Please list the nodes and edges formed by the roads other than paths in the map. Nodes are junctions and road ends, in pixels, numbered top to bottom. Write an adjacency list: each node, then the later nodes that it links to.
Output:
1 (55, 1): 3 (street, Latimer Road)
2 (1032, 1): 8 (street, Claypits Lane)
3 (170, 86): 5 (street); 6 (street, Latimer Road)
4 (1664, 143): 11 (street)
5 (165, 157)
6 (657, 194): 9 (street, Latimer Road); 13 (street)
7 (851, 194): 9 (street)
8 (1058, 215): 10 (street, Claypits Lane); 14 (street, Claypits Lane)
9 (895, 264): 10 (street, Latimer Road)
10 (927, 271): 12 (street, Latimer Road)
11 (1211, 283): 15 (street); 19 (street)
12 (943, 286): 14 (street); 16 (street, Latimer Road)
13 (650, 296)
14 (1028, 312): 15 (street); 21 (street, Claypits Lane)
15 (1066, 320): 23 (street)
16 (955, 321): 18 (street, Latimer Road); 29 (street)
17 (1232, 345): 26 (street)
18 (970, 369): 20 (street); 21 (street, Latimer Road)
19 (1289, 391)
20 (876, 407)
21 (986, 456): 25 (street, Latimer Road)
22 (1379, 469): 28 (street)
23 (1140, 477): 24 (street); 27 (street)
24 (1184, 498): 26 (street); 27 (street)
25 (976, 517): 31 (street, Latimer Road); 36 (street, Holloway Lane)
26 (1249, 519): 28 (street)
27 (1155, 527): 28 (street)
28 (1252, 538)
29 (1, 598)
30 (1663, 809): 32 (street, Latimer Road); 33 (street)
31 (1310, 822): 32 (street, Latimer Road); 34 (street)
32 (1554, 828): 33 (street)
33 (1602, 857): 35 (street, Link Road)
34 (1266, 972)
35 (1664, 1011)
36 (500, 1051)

### ABOUT THIS EXERCISE
Using the material above, restate each entry exactly as it stands.

### TASK RESULT
Please list the nodes and edges formed by the roads other than paths in the map. Nodes are junctions and road ends, in pixels, numbered top to bottom. Write an adjacency list: each node, then the later nodes that it links to.
Output:
1 (55, 1): 3 (street, Latimer Road)
2 (1032, 1): 8 (street, Claypits Lane)
3 (170, 86): 5 (street); 6 (street, Latimer Road)
4 (1664, 143): 11 (street)
5 (165, 157)
6 (657, 194): 9 (street, Latimer Road); 13 (street)
7 (851, 194): 9 (street)
8 (1058, 215): 10 (street, Claypits Lane); 14 (street, Claypits Lane)
9 (895, 264): 10 (street, Latimer Road)
10 (927, 271): 12 (street, Latimer Road)
11 (1211, 283): 15 (street); 19 (street)
12 (943, 286): 14 (street); 16 (street, Latimer Road)
13 (650, 296)
14 (1028, 312): 15 (street); 21 (street, Claypits Lane)
15 (1066, 320): 23 (street)
16 (955, 321): 18 (street, Latimer Road); 29 (street)
17 (1232, 345): 26 (street)
18 (970, 369): 20 (street); 21 (street, Latimer Road)
19 (1289, 391)
20 (876, 407)
21 (986, 456): 25 (street, Latimer Road)
22 (1379, 469): 28 (street)
23 (1140, 477): 24 (street); 27 (street)
24 (1184, 498): 26 (street); 27 (street)
25 (976, 517): 31 (street, Latimer Road); 36 (street, Holloway Lane)
26 (1249, 519): 28 (street)
27 (1155, 527): 28 (street)
28 (1252, 538)
29 (1, 598)
30 (1663, 809): 32 (street, Latimer Road); 33 (street)
31 (1310, 822): 32 (street, Latimer Road); 34 (street)
32 (1554, 828): 33 (street)
33 (1602, 857): 35 (street, Link Road)
34 (1266, 972)
35 (1664, 1011)
36 (500, 1051)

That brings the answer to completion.